It is now almost exactly five years since Phosphorescent played the Brudenell. On that last occasion it had appeared – to these eyes and ears at least – an occasionally torn and frayed affair with Matthew Houck (the American musician and composer who is Phosphorescent) looking and sounding somewhat jaded. Knowing what we know now, that should come as no little surprise.
Despite the undoubted triumph of Muchacho (released in 2013, this was the band’s sixth studio album), both Matthew Houck’s life and career seemed to have reached a saturation point. 10 years of constant recording, touring and carousing had taken its toll. In an interview with The Guardian that same year he reflected on that period by saying “things got messy and it’s hard to be aware of how far you’ve slipped if you’re there, slipping.”
Much has changed for the better for Matthew Houck since that time. He has married Jo Schornikow, an Australian songwriter and multi-instrumentalist who plays in the touring version of Phosphorescent (she is sat behind her keyboard, house right tonight). The couple now have two children and the family relocated two years ago from New York to Nashville. These positive experiences greatly inform C’est La Vie, the follow-up to Muchacho which was released last month.

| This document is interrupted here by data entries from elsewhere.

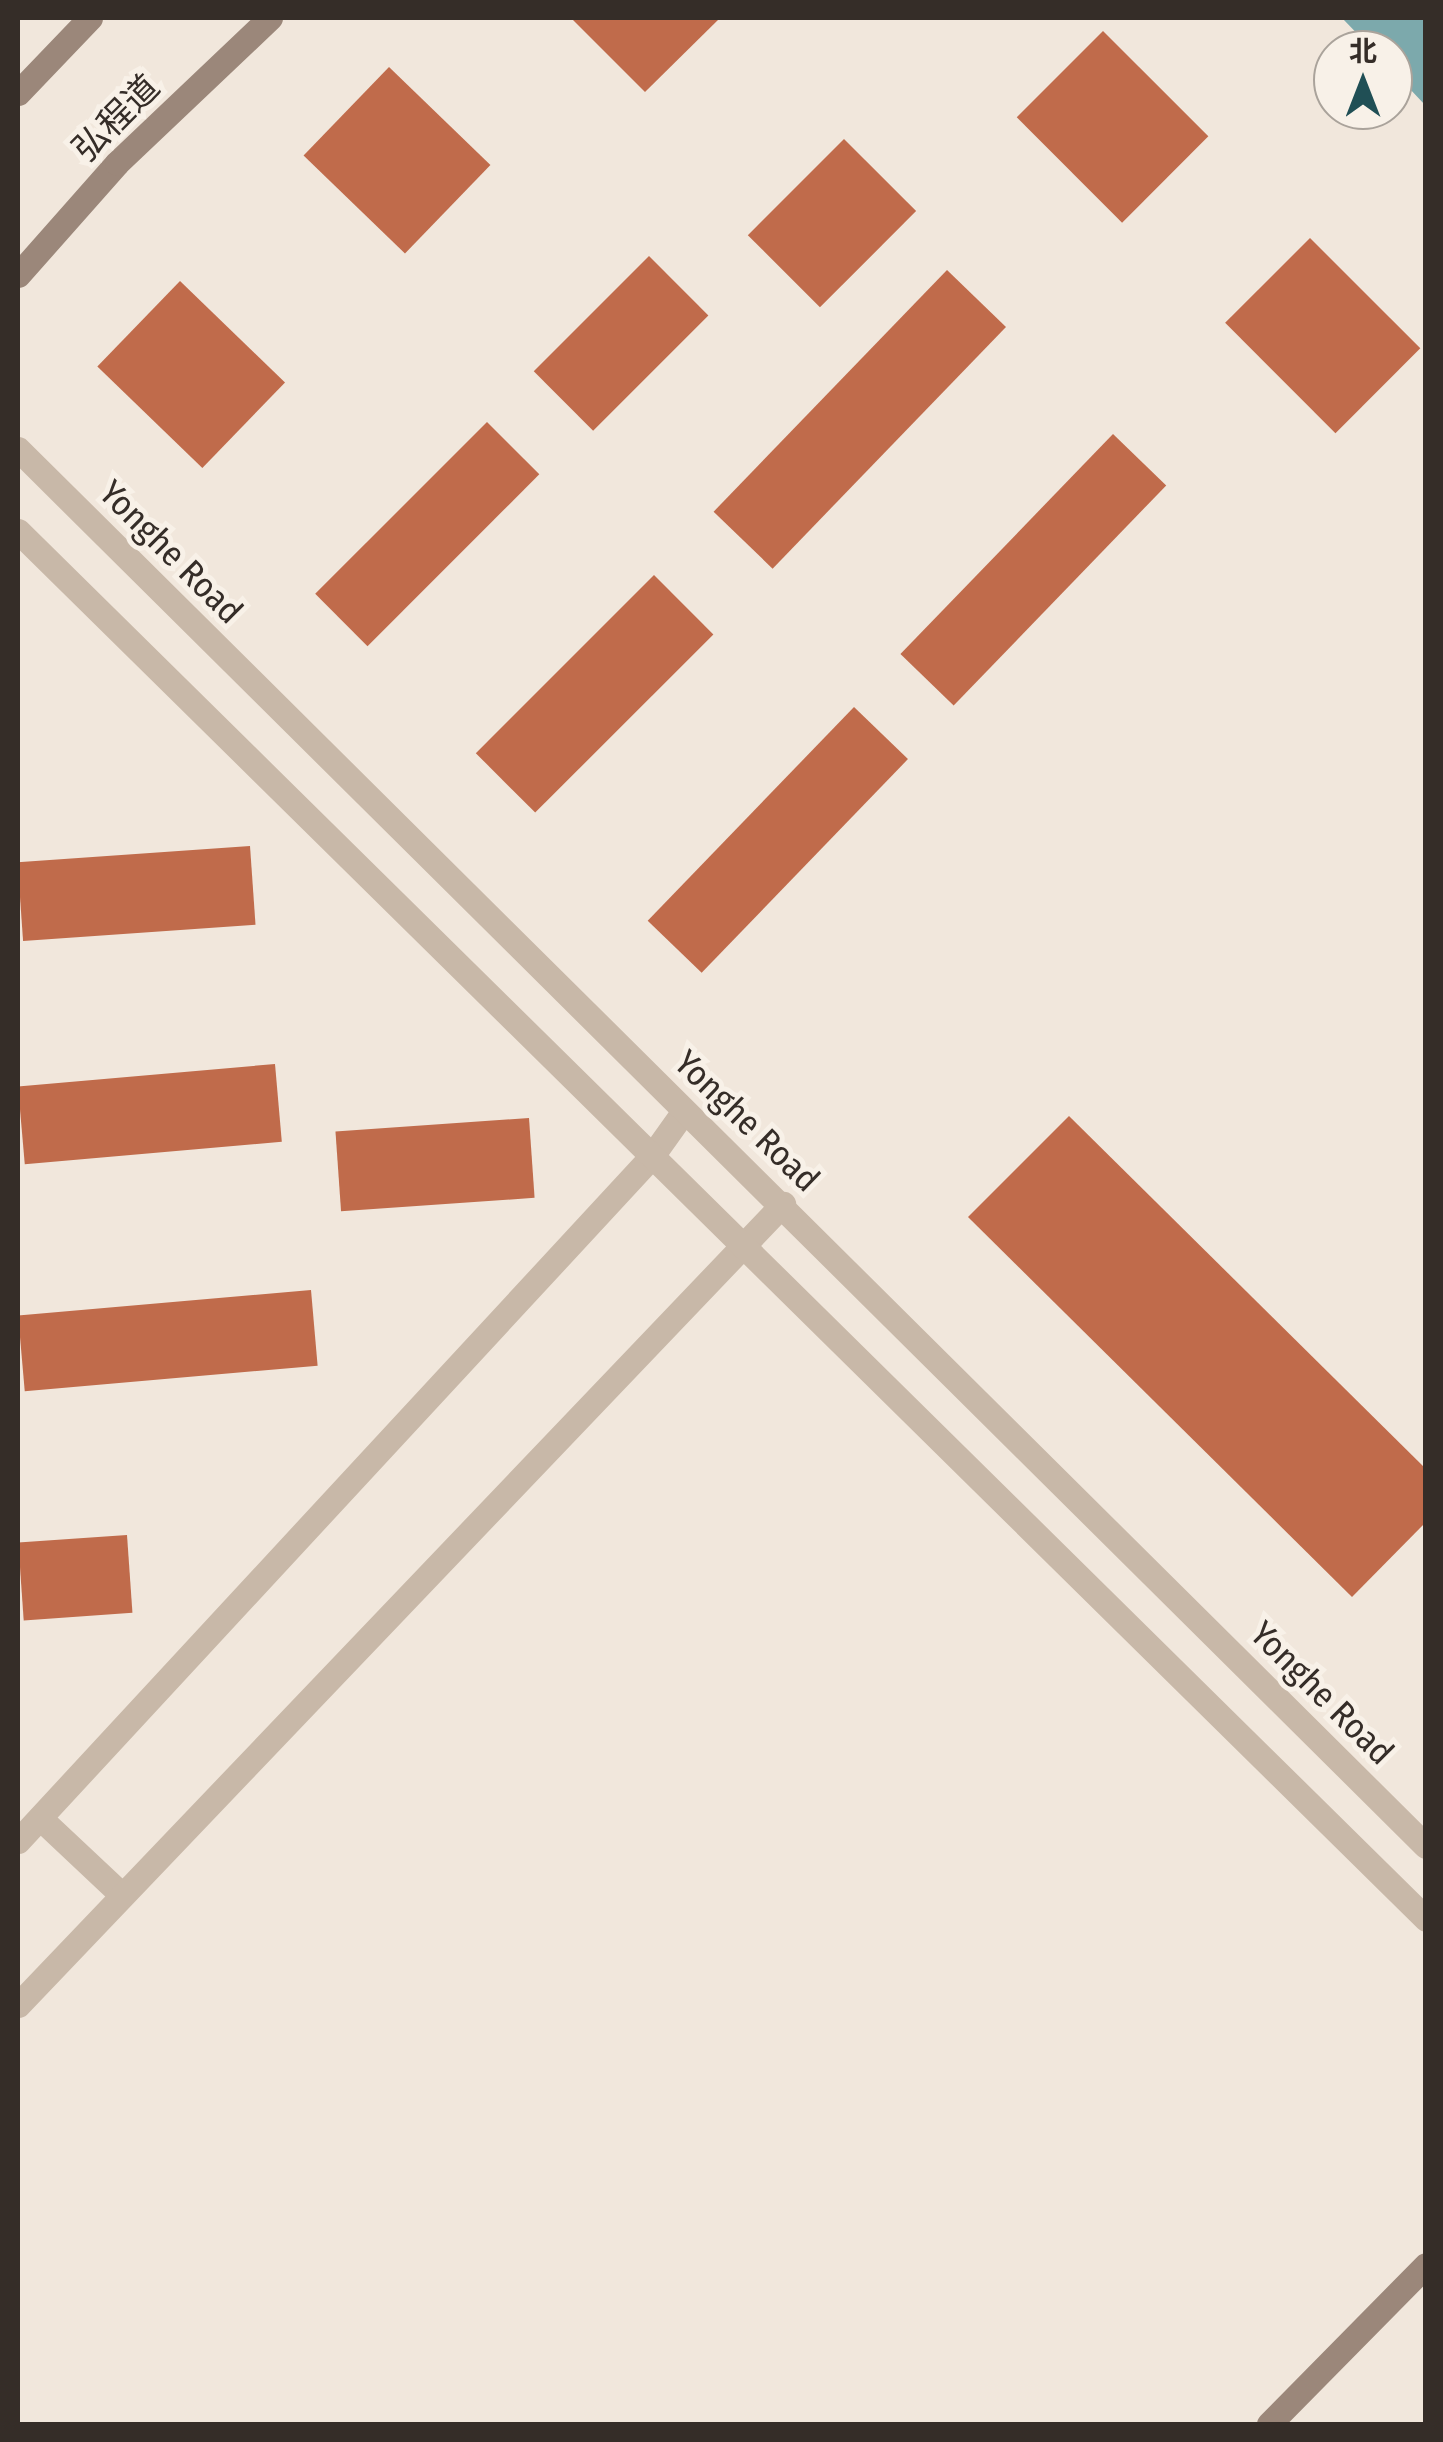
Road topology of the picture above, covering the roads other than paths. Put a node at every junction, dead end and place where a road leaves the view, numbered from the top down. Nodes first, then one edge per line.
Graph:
1 (90, 18) edge
2 (270, 18) edge
3 (18, 93) edge
4 (18, 275) edge
5 (18, 449) edge
6 (18, 531) edge
7 (684, 1110) junction
8 (652, 1156) junction
9 (783, 1204) junction
10 (742, 1245) junction
11 (40, 1818) junction
12 (18, 1842) edge
13 (1426, 1846) edge
14 (120, 1893) junction
15 (1426, 1919) edge
16 (18, 2005) edge
17 (1426, 2264) edge
18 (1268, 2424) edge

1 - 3 main road
2 - 4 main road, 弘程道
5 - 7 street, Yonghe Road
6 - 8 street
7 - 8 street
7 - 9 street, Yonghe Road
8 - 10 street
8 - 11 street
9 - 10 street
9 - 13 street, Yonghe Road
10 - 14 street
10 - 15 street
11 - 12 street
11 - 14 street
14 - 16 street
17 - 18 main road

Matthew Houck is now back in Leeds again, this time on the second of what are only three dates in this country, and this time looking much more fresh and alive. Kitted out in his Phosphorescent T-shirt and trademark baseball cap, he is clearly ready for business and backed by his stellar six-piece band (who bear certain comparisons with Bruce Springsteen’s E-Street Band, both in their sonic texture and muscular presentation – driving, dramatic, sometimes almost country, often nearly rock), he really does deliver.
As you would expect, we get plenty from C’est La Vie. In fact, the record’s instrumental bookends aside, we get it all. ‘New Birth in New England’ sets the scene for both personal and musical satisfaction and positivity for Matthew Houck. ‘Beautiful Boy’ – written for his son – reinforces the stability that fatherhood has brought him. But like all of its predecessors, C’est La Vie still has many of those familiar Phosphorescent moments of yearning, self-doubt and sadness. The delightful ‘Christmas Down Under’ evidences this in spades.
After a momentous ‘These Rocks’, Matthew Houck returns to the Brudenell’s Community Room stage alone and delivers two spellbinding readings of first the new record’s notional title track, ‘C’est La Vie No. 2’ and then ‘Wolves’ (from Phosphorescent’s 2007 album, Pride). The full band then reconvenes to carry the capacity crowd aloft on the huge wave of Houck’s two epic showstoppers, ‘Song for Zula’ and ‘Ride On/Right On’ confirming that there is absolutely no room for lethargy this time round in Leeds.
Phosphorescent at Brudenell Social Club in Leeds was a High & Lonesome promotion.